I then went back to ratpoison's event loop. There is already a function called when a FocusIn event happens. I discovered it did not do anything for the exact condition I'm interested in. I added a check for there being a FocusIn event with a mode NotifyNormal (the FocusIn event can have several modes). Then when this happens, I compare the window parameter of the event with my new global, focussed_window, and if they differ, I set focus back to the original window using set_window_focus().

From my testing this worked great. No longer would the Qt program steal my focus. However, in my debugging logs I saw something strange: I would see a FocusIn event being reverted and then accepted during regular window focus changes (that I initiated). What I saw was:

  1. Ratpoison sets focus to itself (waiting on my input to choose a window).
  2. We choose a window.
  3. Ratpoison sets focus to the original window.
  4. Ratpoison sets focus to the chosen window.
  5. Receive FocusIn event. This is telling us about the focus to the original window in #3.
  6. Receive FocusIn event. Ignore as this is telling us about the window we want (in #4).
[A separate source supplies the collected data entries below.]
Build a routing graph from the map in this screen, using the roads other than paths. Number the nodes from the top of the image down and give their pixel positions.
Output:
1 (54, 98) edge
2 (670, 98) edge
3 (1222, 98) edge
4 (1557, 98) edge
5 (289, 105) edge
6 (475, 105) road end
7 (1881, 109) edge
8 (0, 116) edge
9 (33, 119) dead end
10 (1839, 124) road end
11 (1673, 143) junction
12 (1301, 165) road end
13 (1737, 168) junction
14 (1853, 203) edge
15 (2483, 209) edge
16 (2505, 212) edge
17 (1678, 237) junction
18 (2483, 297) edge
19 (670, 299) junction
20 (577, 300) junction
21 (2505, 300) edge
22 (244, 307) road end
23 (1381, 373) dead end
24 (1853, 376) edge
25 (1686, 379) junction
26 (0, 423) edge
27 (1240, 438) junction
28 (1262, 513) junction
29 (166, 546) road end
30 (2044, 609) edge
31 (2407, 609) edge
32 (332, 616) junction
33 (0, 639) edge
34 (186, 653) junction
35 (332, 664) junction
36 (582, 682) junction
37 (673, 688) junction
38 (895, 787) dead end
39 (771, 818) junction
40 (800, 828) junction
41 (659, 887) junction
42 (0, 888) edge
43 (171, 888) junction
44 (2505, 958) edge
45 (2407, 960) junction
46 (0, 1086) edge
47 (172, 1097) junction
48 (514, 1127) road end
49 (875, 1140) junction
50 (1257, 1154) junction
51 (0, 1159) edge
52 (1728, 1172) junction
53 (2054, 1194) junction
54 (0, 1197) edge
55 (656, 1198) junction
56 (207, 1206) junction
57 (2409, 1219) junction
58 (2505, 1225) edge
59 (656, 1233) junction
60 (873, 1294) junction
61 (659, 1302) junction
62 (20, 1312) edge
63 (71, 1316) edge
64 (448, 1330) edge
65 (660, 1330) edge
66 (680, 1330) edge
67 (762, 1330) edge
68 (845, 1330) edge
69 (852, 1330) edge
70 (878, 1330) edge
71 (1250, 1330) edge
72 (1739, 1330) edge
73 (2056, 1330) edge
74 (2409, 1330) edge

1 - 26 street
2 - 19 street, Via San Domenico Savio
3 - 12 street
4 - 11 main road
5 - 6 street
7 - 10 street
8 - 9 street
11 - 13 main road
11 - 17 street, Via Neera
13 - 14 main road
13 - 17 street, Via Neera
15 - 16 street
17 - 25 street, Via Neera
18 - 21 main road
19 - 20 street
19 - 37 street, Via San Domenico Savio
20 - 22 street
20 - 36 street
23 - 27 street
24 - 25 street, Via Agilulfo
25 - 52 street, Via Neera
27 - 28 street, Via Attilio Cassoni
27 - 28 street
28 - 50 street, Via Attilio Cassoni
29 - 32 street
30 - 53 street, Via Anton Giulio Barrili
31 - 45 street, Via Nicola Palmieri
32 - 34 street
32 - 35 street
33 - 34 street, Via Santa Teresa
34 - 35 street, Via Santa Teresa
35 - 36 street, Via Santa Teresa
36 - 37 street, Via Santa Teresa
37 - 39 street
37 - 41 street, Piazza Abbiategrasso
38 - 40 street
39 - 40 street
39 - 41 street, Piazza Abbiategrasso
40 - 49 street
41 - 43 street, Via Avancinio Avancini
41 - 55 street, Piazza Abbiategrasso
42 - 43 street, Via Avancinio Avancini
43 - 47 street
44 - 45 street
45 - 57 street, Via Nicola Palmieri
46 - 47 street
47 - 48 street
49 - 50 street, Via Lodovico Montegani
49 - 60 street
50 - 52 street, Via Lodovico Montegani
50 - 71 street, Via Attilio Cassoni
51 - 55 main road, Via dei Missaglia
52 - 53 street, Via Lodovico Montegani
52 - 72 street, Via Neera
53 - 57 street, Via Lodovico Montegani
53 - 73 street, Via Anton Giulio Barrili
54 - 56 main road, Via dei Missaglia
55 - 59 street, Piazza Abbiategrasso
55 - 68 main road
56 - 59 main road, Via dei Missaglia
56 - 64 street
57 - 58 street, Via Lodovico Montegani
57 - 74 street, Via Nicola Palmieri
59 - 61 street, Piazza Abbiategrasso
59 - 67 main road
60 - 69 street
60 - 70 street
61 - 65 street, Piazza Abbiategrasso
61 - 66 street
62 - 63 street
We see two FocusIn events. We have set the window to focus in the global variable before seeing the two events though (in step #4), so the first looks wrong (its fallen behind). (I believe the first does not trigger a FocusIn I log due to being a different mode). That is my analysis anyway. I'm not absolutely certain.

This doesn't affect the behaviour for the user but seems wasteful. It is confusing to read the log at least until I came up with an explanation. I don't know there is a way to avoid it. Possibly we could avoid the focus returning to the original window and go directly to the chosen one. There may be a reason it is this way though. For example, what if the chosen window doesn't exist?

I applied my patch to the ratpoison Git head and it works well. I'm using it right now. I plan to send a mail to the ratpoison development list and see if anyone has any feedback on this solution. Maybe there is a better way, or maybe there is something that this will totally break.

A good thing that came out of this is I learned a lot about some software I had little knowledge about before: Qt, Xlib, xcb, and ratpoison internals. I've come up with a list of things I'd like to improve in ratpoison as well, so I hope I can make more improvements and learn more.

Update:

I discovered there is already a Qt bug report about this very issue! The name is Qt5 xcb steals focus on click. It seems that it is Qt being too aggressive.